=== Given information ===

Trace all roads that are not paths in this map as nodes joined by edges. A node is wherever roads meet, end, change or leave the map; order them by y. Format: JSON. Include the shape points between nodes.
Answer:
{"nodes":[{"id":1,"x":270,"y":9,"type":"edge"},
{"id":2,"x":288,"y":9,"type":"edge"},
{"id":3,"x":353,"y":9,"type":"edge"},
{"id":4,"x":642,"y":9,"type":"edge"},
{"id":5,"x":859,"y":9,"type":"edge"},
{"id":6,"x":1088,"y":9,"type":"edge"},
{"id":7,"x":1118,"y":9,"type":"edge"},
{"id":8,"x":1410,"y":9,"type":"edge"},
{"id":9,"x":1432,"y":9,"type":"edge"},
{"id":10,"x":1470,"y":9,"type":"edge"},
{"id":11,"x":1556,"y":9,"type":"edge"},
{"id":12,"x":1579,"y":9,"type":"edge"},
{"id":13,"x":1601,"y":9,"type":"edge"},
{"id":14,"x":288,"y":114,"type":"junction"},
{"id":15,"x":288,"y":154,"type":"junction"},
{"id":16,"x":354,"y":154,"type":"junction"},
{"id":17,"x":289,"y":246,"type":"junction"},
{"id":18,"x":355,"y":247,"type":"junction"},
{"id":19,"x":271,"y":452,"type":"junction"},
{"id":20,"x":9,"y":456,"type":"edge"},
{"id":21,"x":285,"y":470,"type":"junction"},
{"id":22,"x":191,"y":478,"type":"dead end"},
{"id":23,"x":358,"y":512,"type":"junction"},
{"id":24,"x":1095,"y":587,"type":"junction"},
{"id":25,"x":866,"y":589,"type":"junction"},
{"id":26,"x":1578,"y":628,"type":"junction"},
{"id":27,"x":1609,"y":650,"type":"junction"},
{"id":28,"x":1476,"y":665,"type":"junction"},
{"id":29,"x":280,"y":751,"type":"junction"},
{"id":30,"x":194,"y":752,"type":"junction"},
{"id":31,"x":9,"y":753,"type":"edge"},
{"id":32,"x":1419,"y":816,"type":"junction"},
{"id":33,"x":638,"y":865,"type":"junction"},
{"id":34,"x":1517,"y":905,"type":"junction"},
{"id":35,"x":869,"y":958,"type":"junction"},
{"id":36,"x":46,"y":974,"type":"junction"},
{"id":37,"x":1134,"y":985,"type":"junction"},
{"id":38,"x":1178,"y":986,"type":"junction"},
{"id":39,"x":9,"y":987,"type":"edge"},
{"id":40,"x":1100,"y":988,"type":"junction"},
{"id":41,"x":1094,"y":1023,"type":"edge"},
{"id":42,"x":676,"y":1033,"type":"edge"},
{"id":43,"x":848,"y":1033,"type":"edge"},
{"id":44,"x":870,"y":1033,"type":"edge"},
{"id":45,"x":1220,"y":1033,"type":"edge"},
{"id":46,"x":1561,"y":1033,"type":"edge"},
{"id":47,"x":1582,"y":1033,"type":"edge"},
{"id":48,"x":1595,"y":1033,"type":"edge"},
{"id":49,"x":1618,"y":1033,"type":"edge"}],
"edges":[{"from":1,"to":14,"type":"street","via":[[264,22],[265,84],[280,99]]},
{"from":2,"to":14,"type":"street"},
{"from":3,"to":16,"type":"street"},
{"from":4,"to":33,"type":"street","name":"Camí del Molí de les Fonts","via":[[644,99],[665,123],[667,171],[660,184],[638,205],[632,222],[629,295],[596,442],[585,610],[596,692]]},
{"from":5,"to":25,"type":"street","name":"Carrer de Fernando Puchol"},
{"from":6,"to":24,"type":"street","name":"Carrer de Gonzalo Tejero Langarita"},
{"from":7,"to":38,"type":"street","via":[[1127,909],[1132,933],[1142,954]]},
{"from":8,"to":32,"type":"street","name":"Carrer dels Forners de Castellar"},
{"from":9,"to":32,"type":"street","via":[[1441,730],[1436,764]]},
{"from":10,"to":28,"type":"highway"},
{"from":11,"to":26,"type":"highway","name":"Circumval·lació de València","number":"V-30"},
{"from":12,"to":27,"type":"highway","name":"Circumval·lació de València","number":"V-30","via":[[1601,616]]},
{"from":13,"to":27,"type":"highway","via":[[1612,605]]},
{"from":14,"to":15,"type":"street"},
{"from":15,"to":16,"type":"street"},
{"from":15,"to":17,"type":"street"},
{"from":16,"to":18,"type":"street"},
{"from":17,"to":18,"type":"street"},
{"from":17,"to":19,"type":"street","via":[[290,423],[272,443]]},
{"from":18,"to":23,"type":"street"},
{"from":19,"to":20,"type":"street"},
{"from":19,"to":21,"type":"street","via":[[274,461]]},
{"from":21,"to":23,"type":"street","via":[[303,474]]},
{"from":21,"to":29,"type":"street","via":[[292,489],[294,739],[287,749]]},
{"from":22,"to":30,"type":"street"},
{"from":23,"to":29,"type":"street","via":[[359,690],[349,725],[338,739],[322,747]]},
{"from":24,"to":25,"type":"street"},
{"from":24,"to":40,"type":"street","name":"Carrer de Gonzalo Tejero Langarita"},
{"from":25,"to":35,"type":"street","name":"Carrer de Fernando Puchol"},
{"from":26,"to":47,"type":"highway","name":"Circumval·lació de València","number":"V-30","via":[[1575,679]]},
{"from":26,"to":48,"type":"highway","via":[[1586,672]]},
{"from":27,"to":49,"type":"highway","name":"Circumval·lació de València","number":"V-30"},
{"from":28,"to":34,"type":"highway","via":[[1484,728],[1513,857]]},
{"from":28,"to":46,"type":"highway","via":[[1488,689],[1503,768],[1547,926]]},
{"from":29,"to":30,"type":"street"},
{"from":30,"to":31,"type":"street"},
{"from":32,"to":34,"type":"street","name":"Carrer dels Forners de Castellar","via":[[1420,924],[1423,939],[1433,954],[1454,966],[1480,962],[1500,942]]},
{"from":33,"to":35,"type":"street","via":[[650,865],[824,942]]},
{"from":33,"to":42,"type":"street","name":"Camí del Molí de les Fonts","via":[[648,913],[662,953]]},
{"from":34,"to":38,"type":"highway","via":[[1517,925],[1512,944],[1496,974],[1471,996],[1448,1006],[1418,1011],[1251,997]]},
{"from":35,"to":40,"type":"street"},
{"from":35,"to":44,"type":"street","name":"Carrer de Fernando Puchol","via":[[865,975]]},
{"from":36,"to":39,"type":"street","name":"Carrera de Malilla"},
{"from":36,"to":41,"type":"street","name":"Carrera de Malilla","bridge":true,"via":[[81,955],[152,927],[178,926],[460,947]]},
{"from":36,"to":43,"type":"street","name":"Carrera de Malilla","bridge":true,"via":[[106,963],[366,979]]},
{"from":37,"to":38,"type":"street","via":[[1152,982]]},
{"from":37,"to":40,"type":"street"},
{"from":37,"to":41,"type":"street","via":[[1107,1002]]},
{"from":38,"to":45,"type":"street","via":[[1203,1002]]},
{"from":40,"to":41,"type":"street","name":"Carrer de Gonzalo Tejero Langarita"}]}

=== The task ===
Show the data once more, exactly as it was written.

=== Task output ===
Trace all roads that are not paths in this map as nodes joined by edges. A node is wherever roads meet, end, change or leave the map; order them by y. Format: JSON. Include the shape points between nodes.
Answer:
{"nodes":[{"id":1,"x":270,"y":9,"type":"edge"},
{"id":2,"x":288,"y":9,"type":"edge"},
{"id":3,"x":353,"y":9,"type":"edge"},
{"id":4,"x":642,"y":9,"type":"edge"},
{"id":5,"x":859,"y":9,"type":"edge"},
{"id":6,"x":1088,"y":9,"type":"edge"},
{"id":7,"x":1118,"y":9,"type":"edge"},
{"id":8,"x":1410,"y":9,"type":"edge"},
{"id":9,"x":1432,"y":9,"type":"edge"},
{"id":10,"x":1470,"y":9,"type":"edge"},
{"id":11,"x":1556,"y":9,"type":"edge"},
{"id":12,"x":1579,"y":9,"type":"edge"},
{"id":13,"x":1601,"y":9,"type":"edge"},
{"id":14,"x":288,"y":114,"type":"junction"},
{"id":15,"x":288,"y":154,"type":"junction"},
{"id":16,"x":354,"y":154,"type":"junction"},
{"id":17,"x":289,"y":246,"type":"junction"},
{"id":18,"x":355,"y":247,"type":"junction"},
{"id":19,"x":271,"y":452,"type":"junction"},
{"id":20,"x":9,"y":456,"type":"edge"},
{"id":21,"x":285,"y":470,"type":"junction"},
{"id":22,"x":191,"y":478,"type":"dead end"},
{"id":23,"x":358,"y":512,"type":"junction"},
{"id":24,"x":1095,"y":587,"type":"junction"},
{"id":25,"x":866,"y":589,"type":"junction"},
{"id":26,"x":1578,"y":628,"type":"junction"},
{"id":27,"x":1609,"y":650,"type":"junction"},
{"id":28,"x":1476,"y":665,"type":"junction"},
{"id":29,"x":280,"y":751,"type":"junction"},
{"id":30,"x":194,"y":752,"type":"junction"},
{"id":31,"x":9,"y":753,"type":"edge"},
{"id":32,"x":1419,"y":816,"type":"junction"},
{"id":33,"x":638,"y":865,"type":"junction"},
{"id":34,"x":1517,"y":905,"type":"junction"},
{"id":35,"x":869,"y":958,"type":"junction"},
{"id":36,"x":46,"y":974,"type":"junction"},
{"id":37,"x":1134,"y":985,"type":"junction"},
{"id":38,"x":1178,"y":986,"type":"junction"},
{"id":39,"x":9,"y":987,"type":"edge"},
{"id":40,"x":1100,"y":988,"type":"junction"},
{"id":41,"x":1094,"y":1023,"type":"edge"},
{"id":42,"x":676,"y":1033,"type":"edge"},
{"id":43,"x":848,"y":1033,"type":"edge"},
{"id":44,"x":870,"y":1033,"type":"edge"},
{"id":45,"x":1220,"y":1033,"type":"edge"},
{"id":46,"x":1561,"y":1033,"type":"edge"},
{"id":47,"x":1582,"y":1033,"type":"edge"},
{"id":48,"x":1595,"y":1033,"type":"edge"},
{"id":49,"x":1618,"y":1033,"type":"edge"}],
"edges":[{"from":1,"to":14,"type":"street","via":[[264,22],[265,84],[280,99]]},
{"from":2,"to":14,"type":"street"},
{"from":3,"to":16,"type":"street"},
{"from":4,"to":33,"type":"street","name":"Camí del Molí de les Fonts","via":[[644,99],[665,123],[667,171],[660,184],[638,205],[632,222],[629,295],[596,442],[585,610],[596,692]]},
{"from":5,"to":25,"type":"street","name":"Carrer de Fernando Puchol"},
{"from":6,"to":24,"type":"street","name":"Carrer de Gonzalo Tejero Langarita"},
{"from":7,"to":38,"type":"street","via":[[1127,909],[1132,933],[1142,954]]},
{"from":8,"to":32,"type":"street","name":"Carrer dels Forners de Castellar"},
{"from":9,"to":32,"type":"street","via":[[1441,730],[1436,764]]},
{"from":10,"to":28,"type":"highway"},
{"from":11,"to":26,"type":"highway","name":"Circumval·lació de València","number":"V-30"},
{"from":12,"to":27,"type":"highway","name":"Circumval·lació de València","number":"V-30","via":[[1601,616]]},
{"from":13,"to":27,"type":"highway","via":[[1612,605]]},
{"from":14,"to":15,"type":"street"},
{"from":15,"to":16,"type":"street"},
{"from":15,"to":17,"type":"street"},
{"from":16,"to":18,"type":"street"},
{"from":17,"to":18,"type":"street"},
{"from":17,"to":19,"type":"street","via":[[290,423],[272,443]]},
{"from":18,"to":23,"type":"street"},
{"from":19,"to":20,"type":"street"},
{"from":19,"to":21,"type":"street","via":[[274,461]]},
{"from":21,"to":23,"type":"street","via":[[303,474]]},
{"from":21,"to":29,"type":"street","via":[[292,489],[294,739],[287,749]]},
{"from":22,"to":30,"type":"street"},
{"from":23,"to":29,"type":"street","via":[[359,690],[349,725],[338,739],[322,747]]},
{"from":24,"to":25,"type":"street"},
{"from":24,"to":40,"type":"street","name":"Carrer de Gonzalo Tejero Langarita"},
{"from":25,"to":35,"type":"street","name":"Carrer de Fernando Puchol"},
{"from":26,"to":47,"type":"highway","name":"Circumval·lació de València","number":"V-30","via":[[1575,679]]},
{"from":26,"to":48,"type":"highway","via":[[1586,672]]},
{"from":27,"to":49,"type":"highway","name":"Circumval·lació de València","number":"V-30"},
{"from":28,"to":34,"type":"highway","via":[[1484,728],[1513,857]]},
{"from":28,"to":46,"type":"highway","via":[[1488,689],[1503,768],[1547,926]]},
{"from":29,"to":30,"type":"street"},
{"from":30,"to":31,"type":"street"},
{"from":32,"to":34,"type":"street","name":"Carrer dels Forners de Castellar","via":[[1420,924],[1423,939],[1433,954],[1454,966],[1480,962],[1500,942]]},
{"from":33,"to":35,"type":"street","via":[[650,865],[824,942]]},
{"from":33,"to":42,"type":"street","name":"Camí del Molí de les Fonts","via":[[648,913],[662,953]]},
{"from":34,"to":38,"type":"highway","via":[[1517,925],[1512,944],[1496,974],[1471,996],[1448,1006],[1418,1011],[1251,997]]},
{"from":35,"to":40,"type":"street"},
{"from":35,"to":44,"type":"street","name":"Carrer de Fernando Puchol","via":[[865,975]]},
{"from":36,"to":39,"type":"street","name":"Carrera de Malilla"},
{"from":36,"to":41,"type":"street","name":"Carrera de Malilla","bridge":true,"via":[[81,955],[152,927],[178,926],[460,947]]},
{"from":36,"to":43,"type":"street","name":"Carrera de Malilla","bridge":true,"via":[[106,963],[366,979]]},
{"from":37,"to":38,"type":"street","via":[[1152,982]]},
{"from":37,"to":40,"type":"street"},
{"from":37,"to":41,"type":"street","via":[[1107,1002]]},
{"from":38,"to":45,"type":"street","via":[[1203,1002]]},
{"from":40,"to":41,"type":"street","name":"Carrer de Gonzalo Tejero Langarita"}]}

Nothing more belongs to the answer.